Kraig gets deal in Vietnam for raw material for ‘spider silk’

ANN ARBOR — Kraig Biocraft Laboratories Inc. (OTCQB: KBLB) announced an agreement between its subsidiary Prodigy Textiles Co. Ltd. and three farming cooperatives in Quang Nam province, Vietnam.

Under these agreements, the farmers will produce the mulberry necessary to support the Company’s recombinant spider silk production.

This collaboration with local farmers is a key element of Kraig Labs commercialization strategy, integrating advancements in high tech agriculture and a diverse supply base with the company’s spider silk production technology.
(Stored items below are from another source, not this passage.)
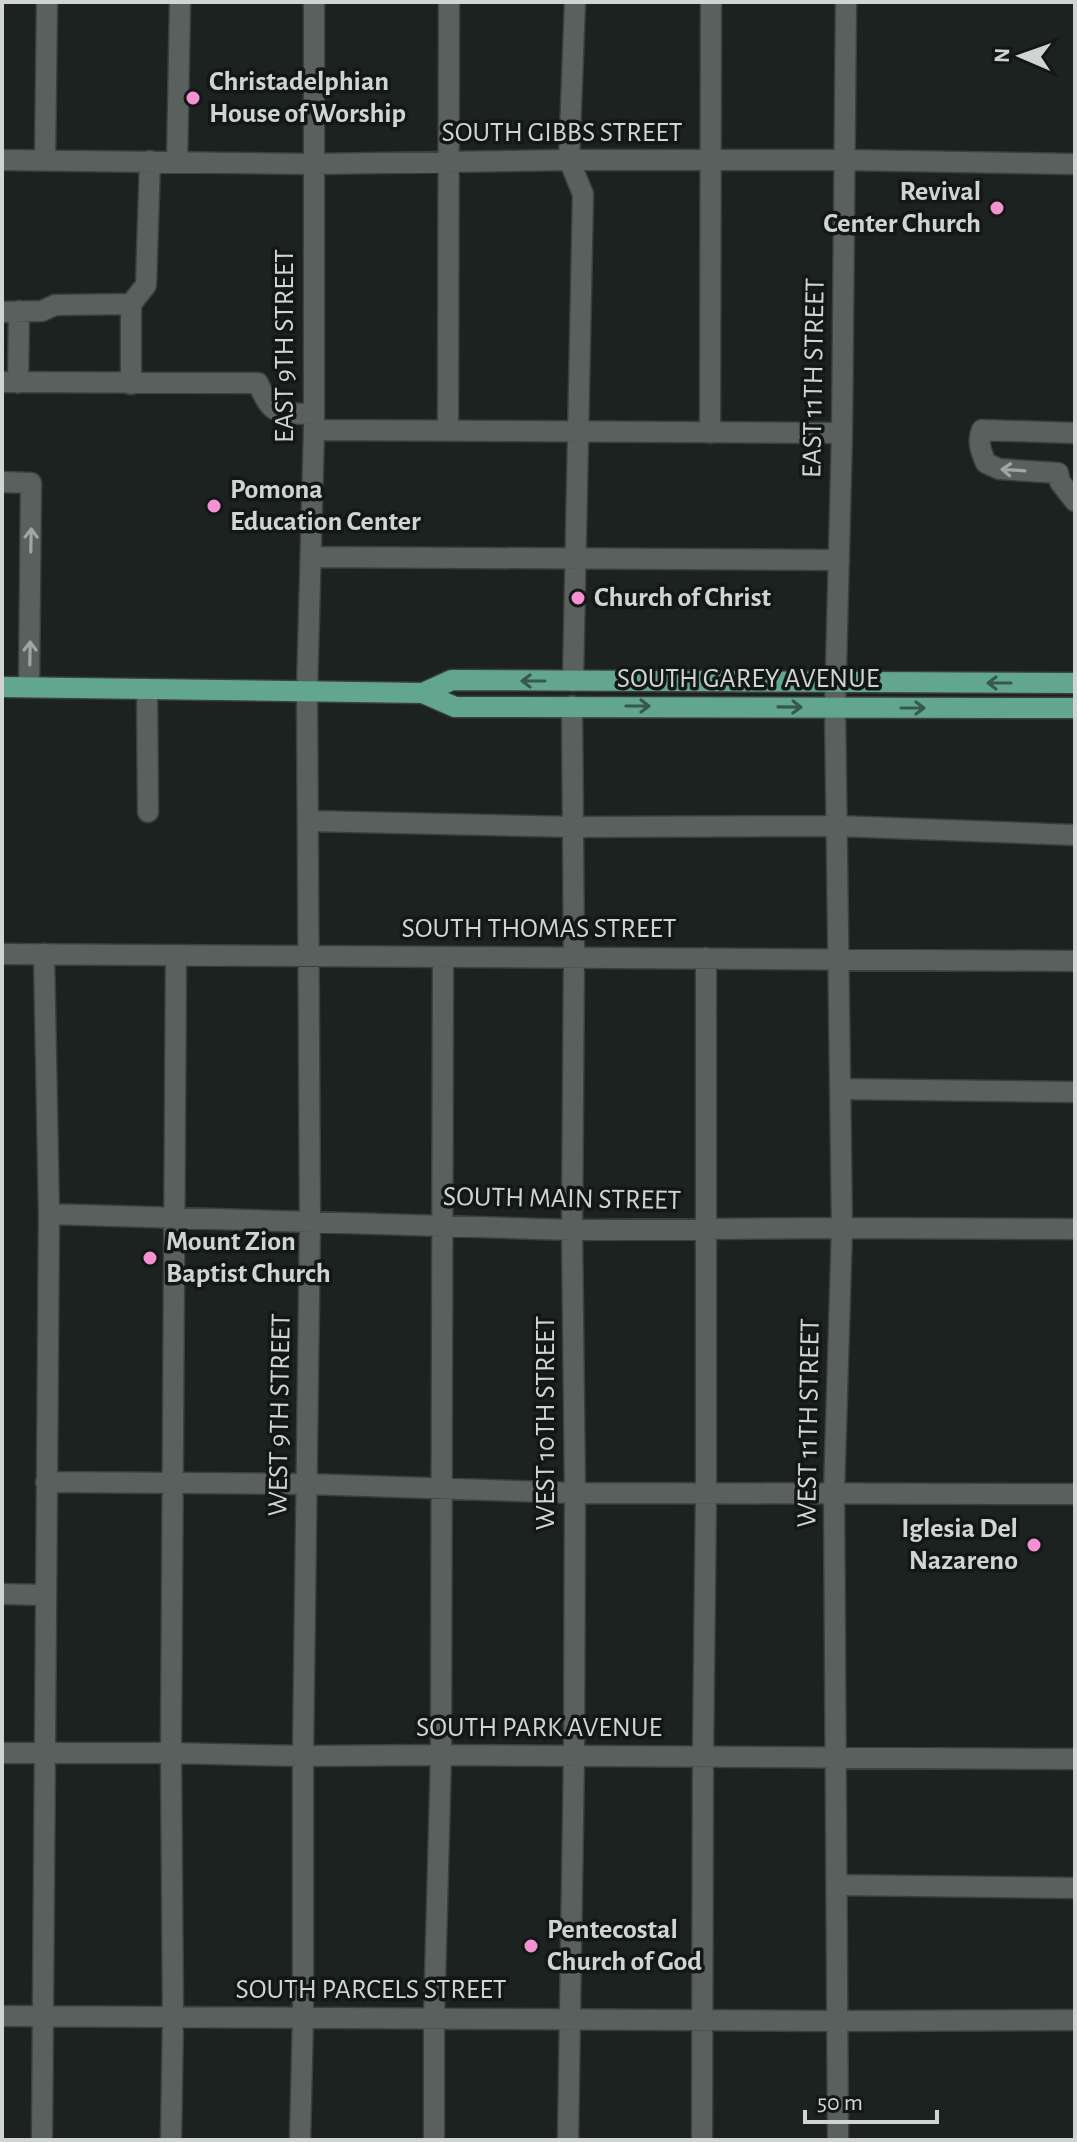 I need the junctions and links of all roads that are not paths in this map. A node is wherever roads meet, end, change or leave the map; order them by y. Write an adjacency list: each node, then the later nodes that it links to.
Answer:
1 (47, 2): 9 (street)
2 (180, 2): 14 (street)
3 (314, 2): 16 (street, EAST 9TH STREET)
4 (449, 2): 15 (street)
5 (575, 2): 10 (street)
6 (711, 2): 11 (street)
7 (846, 2): 12 (street, EAST 11TH STREET)
8 (2, 160): 9 (street, SOUTH GIBBS STREET)
9 (45, 160): 13 (street, SOUTH GIBBS STREET)
10 (569, 160): 11 (street, SOUTH GIBBS STREET); 15 (street, SOUTH GIBBS STREET); 24 (street)
11 (710, 160): 12 (street, SOUTH GIBBS STREET); 25 (street)
12 (846, 160): 17 (street, SOUTH GIBBS STREET); 26 (street, EAST 11TH STREET)
13 (150, 161): 14 (street, SOUTH GIBBS STREET); 18 (street)
14 (177, 162): 16 (street, SOUTH GIBBS STREET)
15 (448, 162): 16 (street, SOUTH GIBBS STREET); 23 (street)
16 (313, 164): 22 (street, EAST 9TH STREET)
17 (1075, 164)
18 (131, 304): 19 (street); 21 (street)
19 (11, 312): 20 (street)
20 (10, 383): 21 (street)
21 (131, 384): 22 (street)
22 (314, 422): 23 (street); 30 (street, EAST 9TH STREET)
23 (448, 431): 24 (street)
24 (578, 433): 25 (street); 31 (street)
25 (710, 433): 26 (street)
26 (842, 433): 32 (street, EAST 11TH STREET)
27 (1075, 433): 29 (street, one-way to 27)
28 (2, 482): 37 (street, one-way to 28)
29 (1075, 501)
30 (311, 557): 31 (street); 39 (street, EAST 9TH STREET)
31 (575, 558): 32 (street); 33 (street)
32 (839, 560): 34 (street, EAST 11TH STREET)
33 (573, 681): 34 (main road, SOUTH GAREY AVENUE); 40 (main road, SOUTH GAREY AVENUE, one-way to 40)
34 (835, 682): 35 (main road, SOUTH GAREY AVENUE, one-way to 34); 42 (street, EAST 11TH STREET)
35 (1075, 683)
36 (2, 687): 37 (main road, SOUTH GAREY AVENUE)
37 (29, 687): 38 (main road, SOUTH GAREY AVENUE)
38 (147, 689): 39 (main road, SOUTH GAREY AVENUE); 44 (street)
39 (307, 691): 40 (main road, SOUTH GAREY AVENUE); 45 (street, WEST 9TH STREET)
40 (423, 693): 41 (main road, SOUTH GAREY AVENUE)
41 (572, 706): 42 (main road, SOUTH GAREY AVENUE, one-way to 42); 47 (street, WEST 10TH STREET)
42 (835, 708): 43 (main road, SOUTH GAREY AVENUE, one-way to 43); 46 (street, WEST 11TH STREET)
43 (1075, 708)
44 (148, 812)
45 (308, 821): 47 (street); 52 (street, WEST 9TH STREET)
46 (837, 826): 47 (street); 48 (street); 56 (street, WEST 11TH STREET)
47 (574, 827): 54 (street, WEST 10TH STREET)
48 (1075, 835)
49 (2, 954): 50 (street, SOUTH THOMAS STREET)
50 (44, 954): 51 (street, SOUTH THOMAS STREET); 60 (street)
51 (176, 955): 52 (street, SOUTH THOMAS STREET); 61 (street)
52 (308, 956): 53 (street, SOUTH THOMAS STREET); 62 (street, WEST 9TH STREET)
53 (443, 957): 54 (street, SOUTH THOMAS STREET); 63 (street)
54 (574, 958): 55 (street, SOUTH THOMAS STREET); 67 (street, WEST 10TH STREET)
55 (706, 958): 56 (street, SOUTH THOMAS STREET); 65 (street)
56 (839, 958): 57 (street, SOUTH THOMAS STREET); 58 (street, WEST 11TH STREET)
57 (1075, 961)
58 (840, 1089): 59 (street); 64 (street, WEST 11TH STREET)
59 (1075, 1092)
60 (49, 1214): 61 (street, SOUTH MAIN STREET); 68 (street)
61 (173, 1217): 62 (street, SOUTH MAIN STREET); 69 (street)
62 (310, 1221): 63 (street, SOUTH MAIN STREET); 70 (street, WEST 9TH STREET)
63 (441, 1225): 67 (street, SOUTH MAIN STREET); 71 (street)
64 (842, 1228): 65 (street, SOUTH MAIN STREET); 66 (street, SOUTH MAIN STREET); 72 (street, WEST 11TH STREET)
65 (705, 1229): 67 (street, SOUTH MAIN STREET); 74 (street)
66 (1075, 1229)
67 (572, 1230): 73 (street, WEST 10TH STREET)
68 (46, 1482): 69 (street); 77 (street)
69 (172, 1483): 70 (street); 80 (street)
70 (307, 1484): 71 (street); 82 (street, WEST 9TH STREET)
71 (442, 1489): 73 (street); 81 (street)
72 (834, 1492): 74 (street); 75 (street); 85 (street, WEST 11TH STREET)
73 (575, 1493): 74 (street); 83 (street, WEST 10TH STREET)
74 (706, 1493): 84 (street)
75 (1075, 1494)
76 (2, 1594): 77 (street)
77 (45, 1595): 78 (street)
78 (44, 1752): 79 (street, SOUTH PARK AVENUE); 80 (street, SOUTH PARK AVENUE); 90 (street)
79 (2, 1753)
80 (171, 1753): 82 (street, SOUTH PARK AVENUE); 91 (street)
81 (441, 1755): 82 (street, SOUTH PARK AVENUE); 83 (street, SOUTH PARK AVENUE); 93 (street)
82 (303, 1756): 92 (street, WEST 9TH STREET)
83 (574, 1756): 84 (street, SOUTH PARK AVENUE); 94 (street, WEST 10TH STREET)
84 (703, 1756): 85 (street, SOUTH PARK AVENUE); 95 (street)
85 (837, 1757): 86 (street, SOUTH PARK AVENUE); 87 (street, WEST 11TH STREET)
86 (1075, 1759)
87 (837, 1885): 88 (street); 97 (street, WEST 11TH STREET)
88 (1075, 1888)
89 (2, 2016): 90 (street, SOUTH PARCELS STREET)
90 (43, 2017): 91 (street, SOUTH PARCELS STREET); 98 (street)
91 (173, 2017): 92 (street, SOUTH PARCELS STREET); 99 (street)
92 (303, 2017): 93 (street, SOUTH PARCELS STREET); 100 (street, WEST 9TH STREET)
93 (434, 2018): 94 (street, SOUTH PARCELS STREET); 101 (street)
94 (571, 2019): 95 (street, SOUTH PARCELS STREET); 102 (street, WEST 10TH STREET)
95 (702, 2020): 97 (street, SOUTH PARCELS STREET); 103 (street)
96 (1075, 2020): 97 (street, SOUTH PARCELS STREET)
97 (838, 2021): 104 (street, WEST 11TH STREET)
98 (42, 2140)
99 (171, 2140)
100 (300, 2140)
101 (434, 2140)
102 (568, 2140)
103 (702, 2140)
104 (838, 2140) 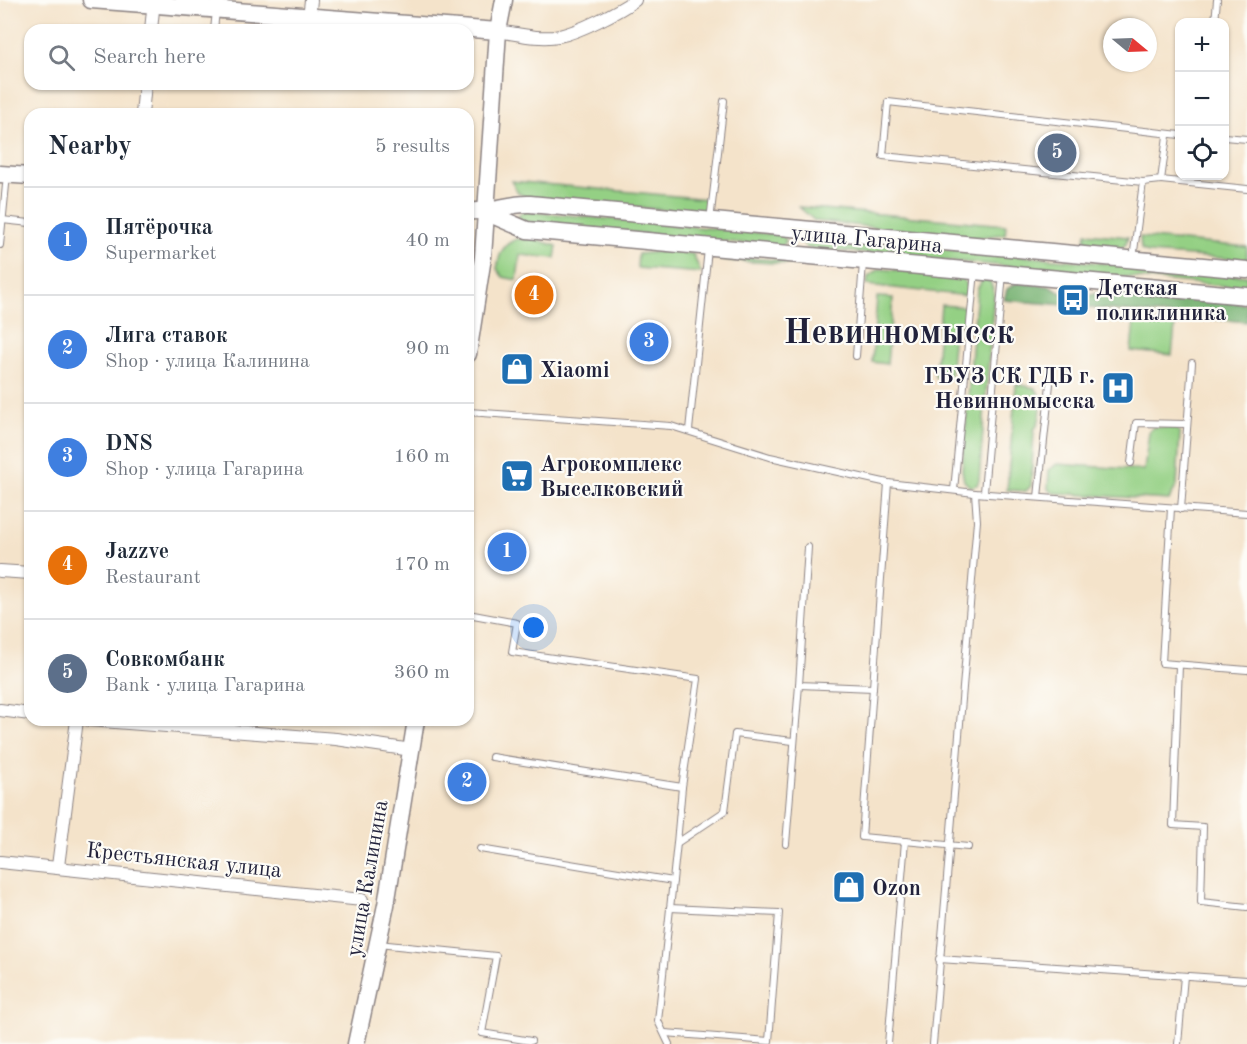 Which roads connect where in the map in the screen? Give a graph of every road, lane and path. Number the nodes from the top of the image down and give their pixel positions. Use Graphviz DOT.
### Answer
graph roads {
  1 [pos="91,0"];
  2 [pos="311,0"];
  3 [pos="504,0"];
  4 [pos="635,0"];
  5 [pos="1217,0"];
  6 [pos="153,2"];
  7 [pos="216,10"];
  8 [pos="309,18"];
  9 [pos="1215,18"];
  10 [pos="151,24"];
  11 [pos="215,24"];
  12 [pos="396,24"];
  13 [pos="474,29"];
  14 [pos="498,31"];
  15 [pos="144,90"];
  16 [pos="724,101"];
  17 [pos="143,108"];
  18 [pos="1175,135"];
  19 [pos="1167,136"];
  20 [pos="1229,137"];
  21 [pos="1247,139"];
  22 [pos="4,174"];
  23 [pos="24,176"];
  24 [pos="1161,180"];
  25 [pos="1143,182"];
  26 [pos="1247,189"];
  27 [pos="474,212"];
  28 [pos="485,213"];
  29 [pos="2,220"];
  30 [pos="710,221"];
  31 [pos="24,222"];
  32 [pos="794,228"];
  33 [pos="0,245"];
  34 [pos="708,246"];
  35 [pos="793,254"];
  36 [pos="864,259"];
  37 [pos="1133,259"];
  38 [pos="975,270"];
  39 [pos="1247,270"];
  40 [pos="1003,273"];
  41 [pos="1247,296"];
  42 [pos="474,315"];
  43 [pos="856,357"];
  44 [pos="1192,363"];
  45 [pos="1050,384"];
  46 [pos="474,412"];
  47 [pos="1187,424"];
  48 [pos="689,430"];
  49 [pos="1131,463"];
  50 [pos="888,483"];
  51 [pos="954,490"];
  52 [pos="984,492"];
  53 [pos="975,493"];
  54 [pos="1038,497"];
  55 [pos="1171,508"];
  56 [pos="1181,508"];
  57 [pos="1247,513"];
  58 [pos="808,548"];
  59 [pos="0,571"];
  60 [pos="24,573"];
  61 [pos="474,615"];
  62 [pos="1179,665"];
  63 [pos="1247,670"];
  64 [pos="799,685"];
  65 [pos="873,688"];
  66 [pos="0,711"];
  67 [pos="24,713"];
  68 [pos="76,726"];
  69 [pos="172,726"];
  70 [pos="415,726"];
  71 [pos="793,741"];
  72 [pos="412,750"];
  73 [pos="492,757"];
  74 [pos="682,787"];
  75 [pos="905,841"];
  76 [pos="677,843"];
  77 [pos="786,844"];
  78 [pos="948,845"];
  79 [pos="968,847"];
  80 [pos="480,849"];
  81 [pos="0,862"];
  82 [pos="58,866"];
  83 [pos="673,880"];
  84 [pos="362,900"];
  85 [pos="1247,907"];
  86 [pos="670,909"];
  87 [pos="378,944"];
  88 [pos="939,959"];
  89 [pos="1184,976"];
  90 [pos="1247,980"];
  91 [pos="664,1033"];
  92 [pos="531,1041"];
  93 [pos="356,1044"];
  94 [pos="669,1044"];
  95 [pos="888,1044"];
  96 [pos="933,1044"];
  97 [pos="1178,1044"];
  1 -- 6 [label="main road"];
  2 -- 8 [label="street"];
  3 -- 14 [label="main road"];
  4 -- 14 [label="street"];
  5 -- 9 [label="lane"];
  6 -- 7 [label="main road"];
  6 -- 10 [label="street"];
  7 -- 8 [label="main road"];
  7 -- 11 [label="lane"];
  8 -- 12 [label="main road"];
  13 -- 14 [label="main road"];
  14 -- 28 [label="main road"];
  15 -- 17 [label="street"];
  16 -- 30 [label="lane"];
  18 -- 19 [label="lane"];
  19 -- 24 [label="lane"];
  19 -- 25 [label="lane"];
  20 -- 21 [label="lane"];
  22 -- 23 [label="main road"];
  22 -- 29 [label="lane"];
  24 -- 25 [label="lane"];
  24 -- 26 [label="lane"];
  25 -- 37 [label="lane"];
  27 -- 28 [label="main road, улица Гагарина"];
  28 -- 30 [label="main road, улица Гагарина"];
  28 -- 34 [label="main road, улица Гагарина"];
  28 -- 42 [label="main road"];
  29 -- 31 [label="lane"];
  29 -- 33 [label="lane"];
  30 -- 32 [label="main road, улица Гагарина"];
  32 -- 35 [label="main road"];
  32 -- 37 [label="main road, улица Гагарина"];
  34 -- 35 [label="main road, улица Гагарина"];
  34 -- 48 [label="lane"];
  35 -- 36 [label="main road, улица Гагарина"];
  36 -- 38 [label="main road, улица Гагарина"];
  36 -- 43 [label="lane"];
  37 -- 39 [label="main road, улица Гагарина"];
  38 -- 40 [label="main road, улица Гагарина"];
  38 -- 51 [label="lane"];
  40 -- 41 [label="main road, улица Гагарина"];
  40 -- 52 [label="lane"];
  44 -- 47 [label="lane"];
  45 -- 54 [label="lane"];
  46 -- 48 [label="lane"];
  47 -- 49 [label="lane"];
  47 -- 56 [label="lane"];
  48 -- 50 [label="lane"];
  50 -- 51 [label="lane"];
  50 -- 65 [label="lane"];
  51 -- 53 [label="lane"];
  52 -- 53 [label="lane"];
  52 -- 54 [label="lane"];
  53 -- 78 [label="lane"];
  54 -- 55 [label="lane"];
  55 -- 56 [label="lane"];
  55 -- 62 [label="lane"];
  56 -- 57 [label="lane"];
  58 -- 64 [label="lane"];
  59 -- 60 [label="street"];
  61 -- 74 [label="lane"];
  62 -- 63 [label="lane"];
  62 -- 85 [label="lane"];
  64 -- 65 [label="lane"];
  64 -- 71 [label="lane"];
  65 -- 75 [label="lane"];
  66 -- 67 [label="street"];
  68 -- 82 [label="street"];
  69 -- 72 [label="street"];
  70 -- 72 [label="main road, улица Калинина"];
  71 -- 76 [label="lane"];
  71 -- 77 [label="lane"];
  72 -- 87 [label="main road, улица Калинина"];
  73 -- 74 [label="lane"];
  74 -- 76 [label="lane"];
  75 -- 78 [label="lane"];
  75 -- 95 [label="lane"];
  76 -- 83 [label="lane"];
  78 -- 79 [label="lane"];
  78 -- 88 [label="lane"];
  80 -- 83 [label="lane"];
  81 -- 82 [label="street, Крестьянская улица"];
  82 -- 84 [label="street, Крестьянская улица"];
  83 -- 86 [label="lane"];
  86 -- 91 [label="lane"];
  86 -- 91 [label="lane"];
  87 -- 92 [label="lane"];
  87 -- 93 [label="main road, улица Калинина"];
  88 -- 89 [label="lane"];
  88 -- 96 [label="lane"];
  89 -- 90 [label="lane"];
  89 -- 97 [label="lane"];
  91 -- 94 [label="lane"];
}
Kraig has developed genetically engineered silkworms who have had several spider genes spliced into their DNA, allowing them to produce silk with some of the strength and toughness properties of spiderweb fibers.

“The strength of our approach in creating cost effective and commerciality scalable spider silk has always been based on the use of the existing silk infrastructure,” said Jon Rice, Kraig COO. “Today’s announcement, that we are developing collaborative relationships with these farming cooperatives, is a perfect example of that strategy put into action. These efforts will provide us with sufficient mulberry to meet our production expansion plans for the next several years. In the coming months we expect to expand this model of collaboration by incorporating efforts with downstream processors such as reeling and thread finishing.”

Prodigy Textiles, signed three memorandums of understanding with independent farming cooperatives at a signing ceremony held at its recently announced new facility in Quang Nam province.

The company thanked consultants who helped them on the agreements, led by Kenneth Le.

“Mr. Le has demonstrated an incredible dedication to advancing this technology,” said Kraig CEO and Founder Kim Thompson. “He has been generous with his time while proving unmatched knowledge of international business and an ability to conduct business in Southeast Asia. Beyond the company’s appreciation, I would like to personally thank Ken for his sage advice, his honesty, and his guidance throughout this process. Together, we continue to break new ground in the commercialization of spider silk.”